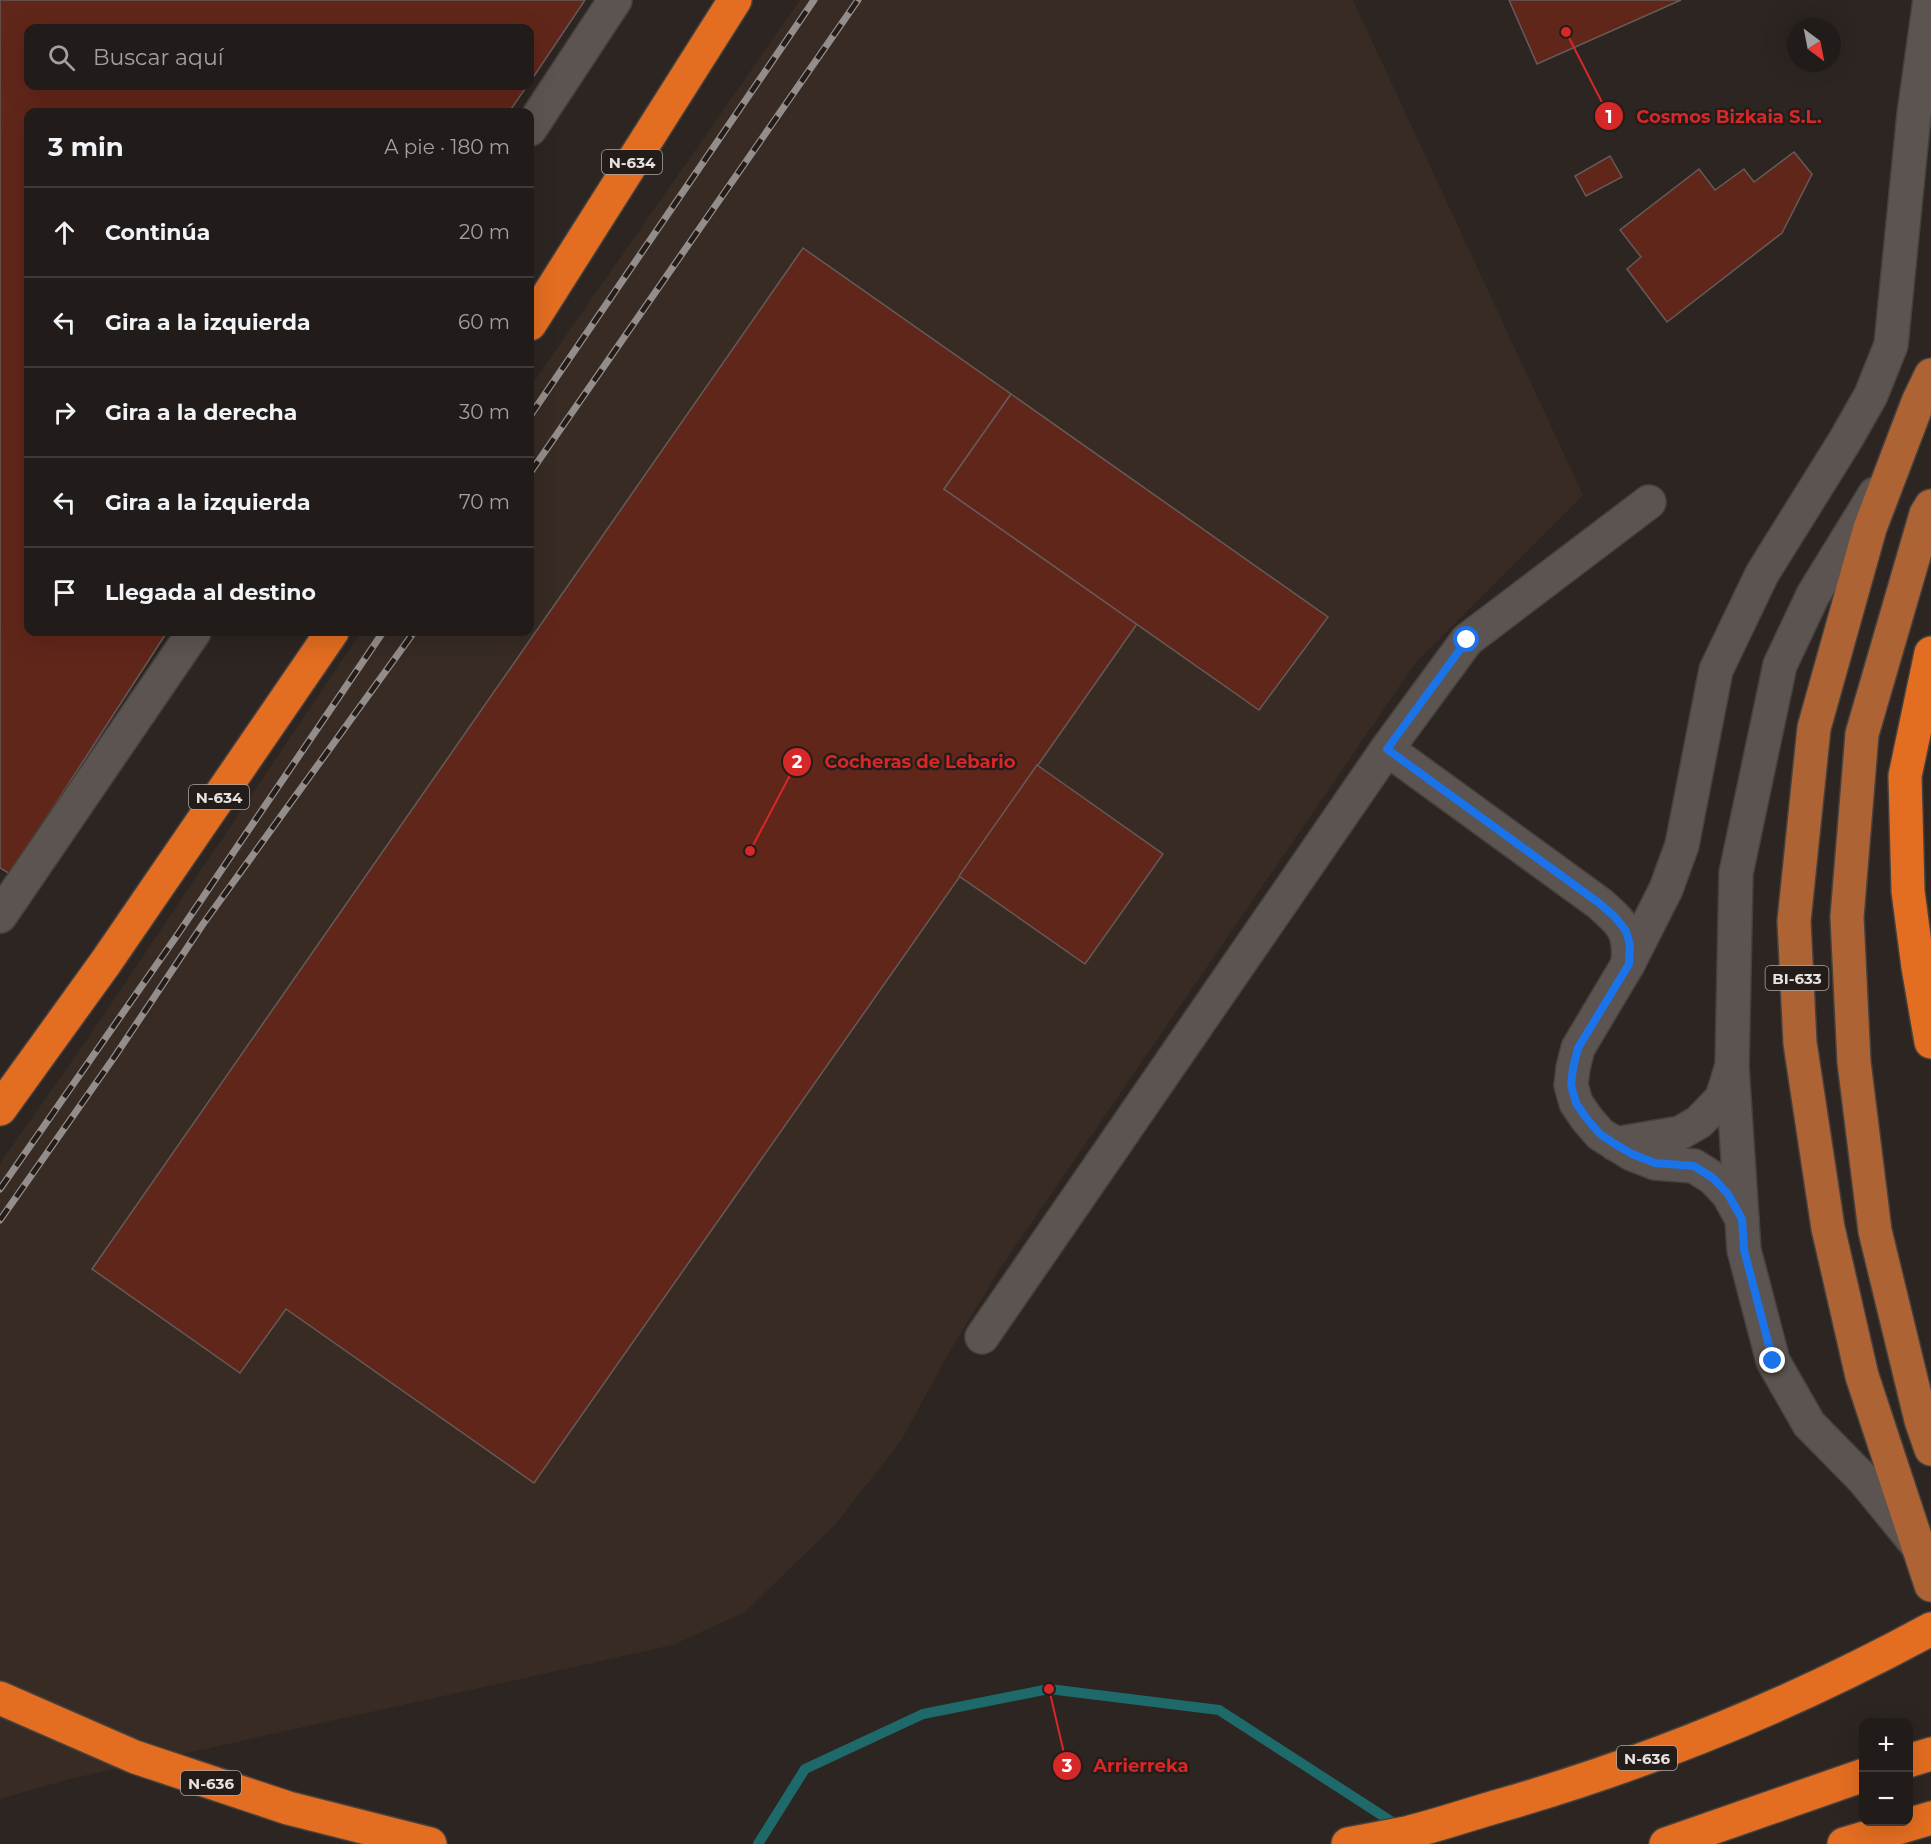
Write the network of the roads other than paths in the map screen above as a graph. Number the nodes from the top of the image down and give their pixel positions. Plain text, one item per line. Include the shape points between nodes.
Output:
1 (615, 0) edge
2 (735, 0) edge
3 (1930, 0) edge
4 (534, 123) edge
5 (534, 318) edge
6 (1931, 375) edge
7 (1895, 462) junction
8 (1649, 502) dead end
9 (1931, 506) edge
10 (191, 636) edge
11 (329, 636) edge
12 (1931, 653) edge
13 (1387, 749) junction
14 (0, 916) edge
15 (106, 962) junction
16 (1629, 964) junction
17 (1931, 1042) edge
18 (1732, 1067) junction
19 (0, 1083) edge
20 (0, 1108) edge
21 (1615, 1144) junction
22 (1742, 1219) junction
23 (982, 1337) dead end
24 (1931, 1449) edge
25 (1918, 1547) junction
26 (1931, 1585) edge
27 (1931, 1629) edge
28 (0, 1698) edge
29 (1931, 1754) edge
30 (1913, 1759) edge
31 (1854, 1778) edge
32 (1931, 1818) edge
33 (1851, 1842) edge
34 (430, 1844) edge
35 (1348, 1844) edge
36 (1666, 1844) edge

1 - 4 street
2 - 5 highway, N-634
3 - 16 street via 1914,114 1891,345 1871,395 1762,574 1716,670 1682,845 1666,889
6 - 7 main road, BI-633
7 - 18 street via 1813,595 1780,665 1736,873
7 - 25 main road, BI-633 via 1870,528 1814,728 1794,921 1800,1043 1828,1228 1862,1376
8 - 13 street via 1467,640
9 - 24 main road, BI-633 via 1862,734 1847,917 1854,1062 1875,1230
10 - 14 street
11 - 15 highway, N-634
12 - 17 highway via 1905,776 1908,891
13 - 16 street via 1615,917 1626,931
13 - 23 street
15 - 19 street
15 - 20 highway, N-634
16 - 21 street via 1578,1048 1571,1085 1576,1103 1587,1119
18 - 21 street via 1722,1098 1699,1122 1680,1133
18 - 22 street
21 - 22 street via 1655,1163 1694,1166 1728,1194
22 - 25 street via 1744,1250 1773,1361 1809,1424 1864,1480
25 - 26 main road, BI-633
27 - 35 highway, N-636 via 1765,1711 1638,1761 1407,1833
28 - 34 highway, N-636 via 146,1761 288,1808
29 - 30 highway
31 - 36 highway
32 - 33 highway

____________________

# [Work instruction]
Set the records down again exactly, and omit any picture in them.

# [Result of the exercise]
Write the network of the roads other than paths in the map screen above as a graph. Number the nodes from the top of the image down and give their pixel positions. Plain text, one item per line. Include the shape points between nodes.
Output:
1 (615, 0) edge
2 (735, 0) edge
3 (1930, 0) edge
4 (534, 123) edge
5 (534, 318) edge
6 (1931, 375) edge
7 (1895, 462) junction
8 (1649, 502) dead end
9 (1931, 506) edge
10 (191, 636) edge
11 (329, 636) edge
12 (1931, 653) edge
13 (1387, 749) junction
14 (0, 916) edge
15 (106, 962) junction
16 (1629, 964) junction
17 (1931, 1042) edge
18 (1732, 1067) junction
19 (0, 1083) edge
20 (0, 1108) edge
21 (1615, 1144) junction
22 (1742, 1219) junction
23 (982, 1337) dead end
24 (1931, 1449) edge
25 (1918, 1547) junction
26 (1931, 1585) edge
27 (1931, 1629) edge
28 (0, 1698) edge
29 (1931, 1754) edge
30 (1913, 1759) edge
31 (1854, 1778) edge
32 (1931, 1818) edge
33 (1851, 1842) edge
34 (430, 1844) edge
35 (1348, 1844) edge
36 (1666, 1844) edge

1 - 4 street
2 - 5 highway, N-634
3 - 16 street via 1914,114 1891,345 1871,395 1762,574 1716,670 1682,845 1666,889
6 - 7 main road, BI-633
7 - 18 street via 1813,595 1780,665 1736,873
7 - 25 main road, BI-633 via 1870,528 1814,728 1794,921 1800,1043 1828,1228 1862,1376
8 - 13 street via 1467,640
9 - 24 main road, BI-633 via 1862,734 1847,917 1854,1062 1875,1230
10 - 14 street
11 - 15 highway, N-634
12 - 17 highway via 1905,776 1908,891
13 - 16 street via 1615,917 1626,931
13 - 23 street
15 - 19 street
15 - 20 highway, N-634
16 - 21 street via 1578,1048 1571,1085 1576,1103 1587,1119
18 - 21 street via 1722,1098 1699,1122 1680,1133
18 - 22 street
21 - 22 street via 1655,1163 1694,1166 1728,1194
22 - 25 street via 1744,1250 1773,1361 1809,1424 1864,1480
25 - 26 main road, BI-633
27 - 35 highway, N-636 via 1765,1711 1638,1761 1407,1833
28 - 34 highway, N-636 via 146,1761 288,1808
29 - 30 highway
31 - 36 highway
32 - 33 highway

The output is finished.